* **TASK INPUTS**
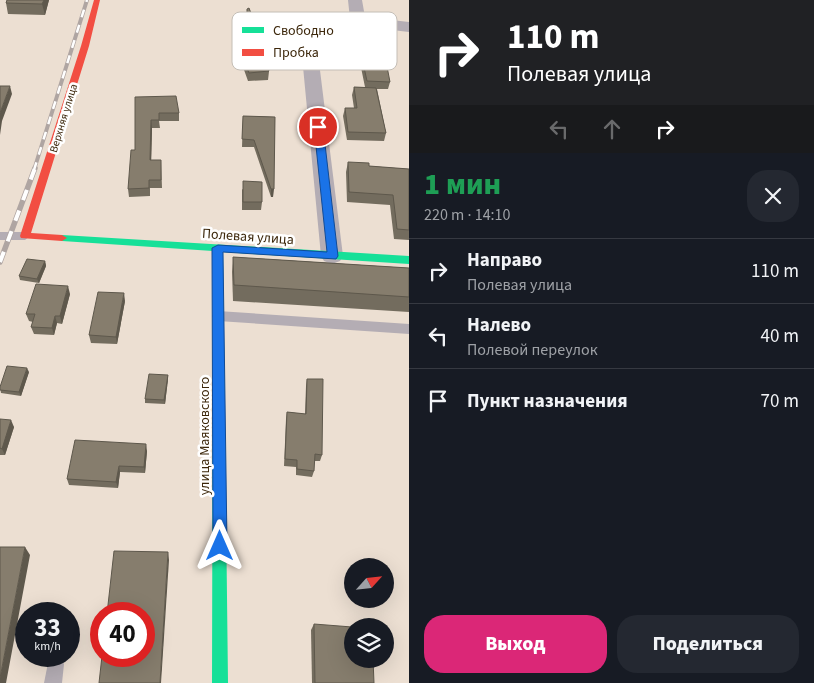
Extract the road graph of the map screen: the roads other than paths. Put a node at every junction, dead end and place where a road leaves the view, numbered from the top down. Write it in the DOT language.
graph roads {
  1 [pos="97,0"];
  2 [pos="312,70"];
  3 [pos="0,236"];
  4 [pos="25,236"];
  5 [pos="218,248"];
  6 [pos="332,256"];
  7 [pos="409,260"];
  8 [pos="218,316"];
  9 [pos="409,328"];
  10 [pos="55,667"];
  11 [pos="53,683"];
  12 [pos="220,683"];
  1 -- 4 [label="street, Верхняя улица"];
  2 -- 6 [label="street"];
  3 -- 4 [label="lane"];
  4 -- 5 [label="street, Полевая улица"];
  5 -- 6 [label="street, Полевая улица"];
  5 -- 8 [label="street, улица Маяковского"];
  6 -- 7 [label="street, Полевая улица"];
  8 -- 9 [label="lane"];
  8 -- 12 [label="street, улица Маяковского"];
  10 -- 11 [label="lane"];
}
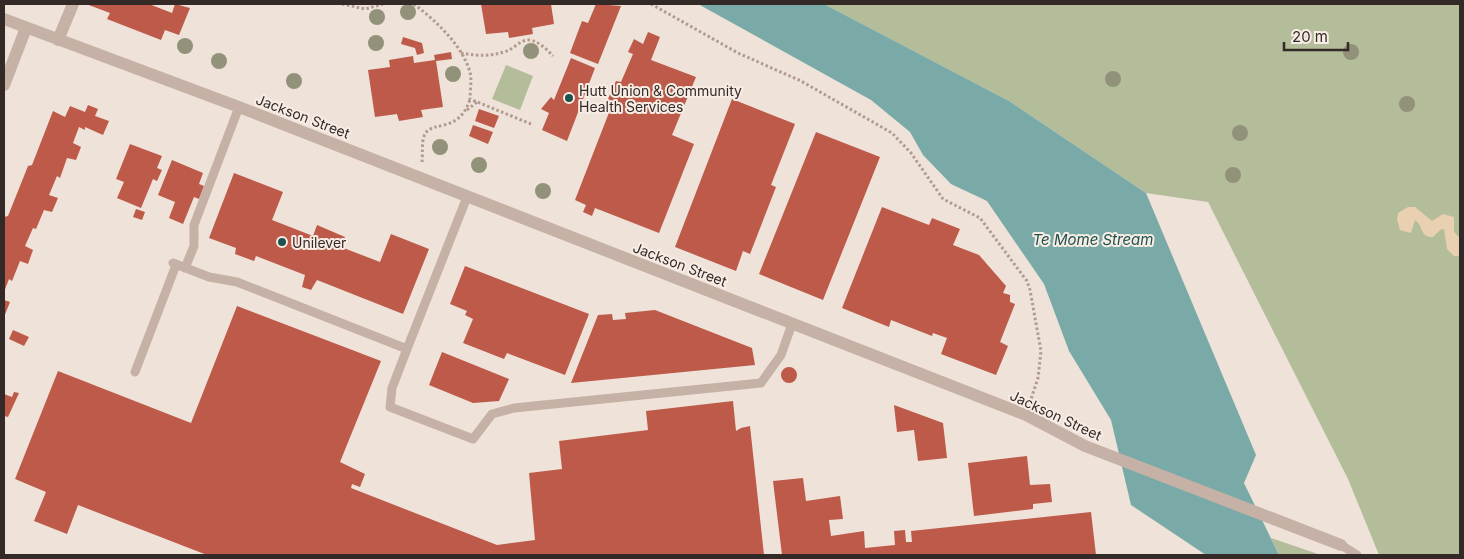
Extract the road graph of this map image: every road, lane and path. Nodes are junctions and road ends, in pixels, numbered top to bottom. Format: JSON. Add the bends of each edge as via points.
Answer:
{"nodes":[{"id":1,"x":74,"y":4,"type":"edge"},
{"id":2,"x":342,"y":4,"type":"edge"},
{"id":3,"x":383,"y":4,"type":"edge"},
{"id":4,"x":414,"y":4,"type":"edge"},
{"id":5,"x":651,"y":4,"type":"edge"},
{"id":6,"x":4,"y":19,"type":"edge"},
{"id":7,"x":26,"y":28,"type":"junction"},
{"id":8,"x":58,"y":40,"type":"junction"},
{"id":9,"x":461,"y":53,"type":"junction"},
{"id":10,"x":553,"y":56,"type":"dead end"},
{"id":11,"x":4,"y":85,"type":"edge"},
{"id":12,"x":470,"y":99,"type":"junction"},
{"id":13,"x":477,"y":102,"type":"junction"},
{"id":14,"x":239,"y":107,"type":"junction"},
{"id":15,"x":466,"y":110,"type":"junction"},
{"id":16,"x":531,"y":124,"type":"dead end"},
{"id":17,"x":422,"y":179,"type":"junction"},
{"id":18,"x":467,"y":197,"type":"junction"},
{"id":19,"x":178,"y":265,"type":"junction"},
{"id":20,"x":792,"y":324,"type":"junction"},
{"id":21,"x":407,"y":349,"type":"junction"},
{"id":22,"x":134,"y":372,"type":"dead end"},
{"id":23,"x":1026,"y":416,"type":"junction"},
{"id":24,"x":1341,"y":545,"type":"joint"},
{"id":25,"x":1357,"y":555,"type":"edge"}],
"edges":[{"from":1,"to":8,"type":"street"},
{"from":2,"to":3,"type":"path","via":[[365,9]]},
{"from":4,"to":9,"type":"path"},
{"from":5,"to":23,"type":"path","via":[[738,53],[801,81],[873,121],[902,142],[943,199],[980,218],[1027,281],[1030,290],[1041,351],[1038,378]]},
{"from":6,"to":7,"type":"street","name":"Jackson Street"},
{"from":7,"to":8,"type":"street","name":"Jackson Street"},
{"from":7,"to":11,"type":"street"},
{"from":8,"to":14,"type":"street","name":"Jackson Street"},
{"from":9,"to":10,"type":"path","via":[[495,55],[531,40]]},
{"from":9,"to":12,"type":"path","via":[[471,74]]},
{"from":12,"to":13,"type":"path"},
{"from":12,"to":15,"type":"path"},
{"from":13,"to":15,"type":"path"},
{"from":13,"to":16,"type":"path"},
{"from":14,"to":17,"type":"street","name":"Jackson Street"},
{"from":14,"to":19,"type":"lane","via":[[194,226],[194,246]]},
{"from":15,"to":17,"type":"path","via":[[449,125],[426,132]]},
{"from":17,"to":18,"type":"street","name":"Jackson Street"},
{"from":18,"to":20,"type":"street","name":"Jackson Street"},
{"from":18,"to":21,"type":"lane"},
{"from":19,"to":21,"type":"lane","via":[[209,277],[237,282]]},
{"from":19,"to":22,"type":"lane"},
{"from":20,"to":21,"type":"lane","via":[[781,355],[762,383],[514,408],[492,414],[473,439],[390,407],[392,388]]},
{"from":20,"to":23,"type":"street","name":"Jackson Street"},
{"from":23,"to":24,"type":"street","name":"Jackson Street","via":[[1085,446]]},
{"from":24,"to":25,"type":"lane"}]}
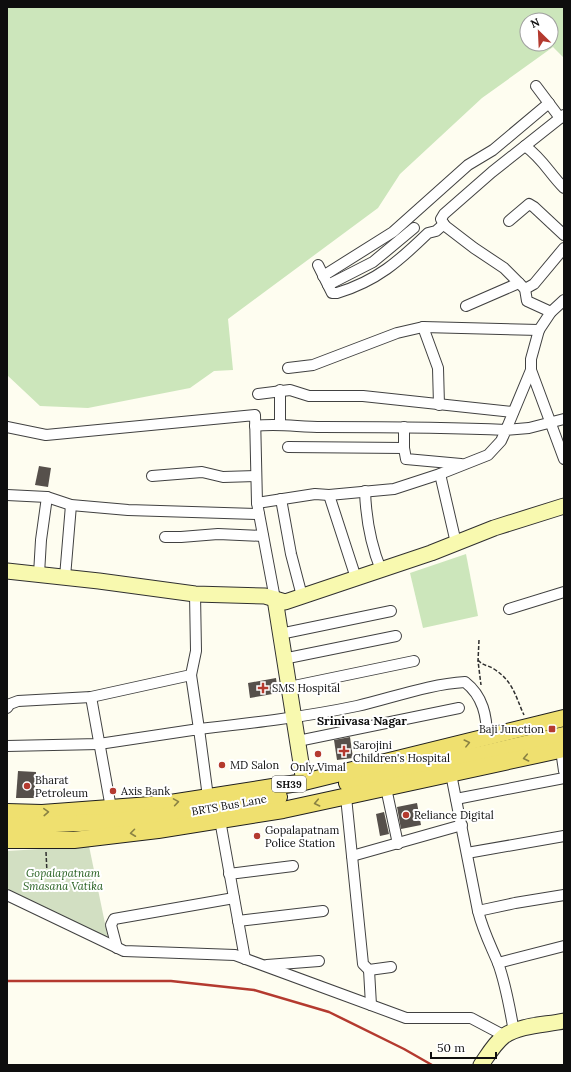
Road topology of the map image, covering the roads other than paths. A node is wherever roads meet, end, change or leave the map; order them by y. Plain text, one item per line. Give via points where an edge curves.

* **YOUR INSTRUCTIONS**
Your task is to gather all lines from the entries above that hold the word "points".

* **THE ANSWER**
Extract the road graph of this map image: every road, lane and path. Nodes are junctions and road ends, in pixels, numbered top to bottom. Format: JSON. Add the bends of each edge as via points.
Road topology of the map image, covering the roads other than paths. A node is wherever roads meet, end, change or leave the map; order them by y. Plain text, one item per line. Give via points where an edge curves.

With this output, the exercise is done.